** Problem description **
The expected output is every entry, repeated exactly.

[Collected data entries]
┌──
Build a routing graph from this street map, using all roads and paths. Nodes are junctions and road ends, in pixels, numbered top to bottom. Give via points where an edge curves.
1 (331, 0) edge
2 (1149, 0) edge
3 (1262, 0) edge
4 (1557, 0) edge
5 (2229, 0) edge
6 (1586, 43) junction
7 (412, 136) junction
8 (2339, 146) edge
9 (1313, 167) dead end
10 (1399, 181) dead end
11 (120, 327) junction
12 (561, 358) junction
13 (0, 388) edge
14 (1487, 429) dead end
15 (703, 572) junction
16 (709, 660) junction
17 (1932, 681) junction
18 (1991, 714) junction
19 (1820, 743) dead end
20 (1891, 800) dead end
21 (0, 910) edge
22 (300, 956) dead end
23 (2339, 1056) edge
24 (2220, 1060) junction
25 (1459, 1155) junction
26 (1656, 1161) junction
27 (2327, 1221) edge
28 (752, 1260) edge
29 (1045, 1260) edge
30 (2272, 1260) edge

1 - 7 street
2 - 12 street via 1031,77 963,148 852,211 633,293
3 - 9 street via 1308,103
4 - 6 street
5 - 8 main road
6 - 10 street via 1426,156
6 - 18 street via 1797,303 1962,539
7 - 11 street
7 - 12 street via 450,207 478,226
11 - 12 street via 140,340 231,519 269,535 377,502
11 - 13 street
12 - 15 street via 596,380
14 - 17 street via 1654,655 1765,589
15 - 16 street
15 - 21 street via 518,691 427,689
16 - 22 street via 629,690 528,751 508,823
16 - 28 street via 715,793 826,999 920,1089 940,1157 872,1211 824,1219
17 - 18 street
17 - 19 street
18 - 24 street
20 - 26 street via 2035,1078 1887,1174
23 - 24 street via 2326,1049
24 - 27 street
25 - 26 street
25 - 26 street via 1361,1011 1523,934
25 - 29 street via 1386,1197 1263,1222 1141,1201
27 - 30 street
└──
** Task result **
Build a routing graph from this street map, using all roads and paths. Nodes are junctions and road ends, in pixels, numbered top to bottom. Give via points where an edge curves.
1 (331, 0) edge
2 (1149, 0) edge
3 (1262, 0) edge
4 (1557, 0) edge
5 (2229, 0) edge
6 (1586, 43) junction
7 (412, 136) junction
8 (2339, 146) edge
9 (1313, 167) dead end
10 (1399, 181) dead end
11 (120, 327) junction
12 (561, 358) junction
13 (0, 388) edge
14 (1487, 429) dead end
15 (703, 572) junction
16 (709, 660) junction
17 (1932, 681) junction
18 (1991, 714) junction
19 (1820, 743) dead end
20 (1891, 800) dead end
21 (0, 910) edge
22 (300, 956) dead end
23 (2339, 1056) edge
24 (2220, 1060) junction
25 (1459, 1155) junction
26 (1656, 1161) junction
27 (2327, 1221) edge
28 (752, 1260) edge
29 (1045, 1260) edge
30 (2272, 1260) edge

1 - 7 street
2 - 12 street via 1031,77 963,148 852,211 633,293
3 - 9 street via 1308,103
4 - 6 street
5 - 8 main road
6 - 10 street via 1426,156
6 - 18 street via 1797,303 1962,539
7 - 11 street
7 - 12 street via 450,207 478,226
11 - 12 street via 140,340 231,519 269,535 377,502
11 - 13 street
12 - 15 street via 596,380
14 - 17 street via 1654,655 1765,589
15 - 16 street
15 - 21 street via 518,691 427,689
16 - 22 street via 629,690 528,751 508,823
16 - 28 street via 715,793 826,999 920,1089 940,1157 872,1211 824,1219
17 - 18 street
17 - 19 street
18 - 24 street
20 - 26 street via 2035,1078 1887,1174
23 - 24 street via 2326,1049
24 - 27 street
25 - 26 street
25 - 26 street via 1361,1011 1523,934
25 - 29 street via 1386,1197 1263,1222 1141,1201
27 - 30 street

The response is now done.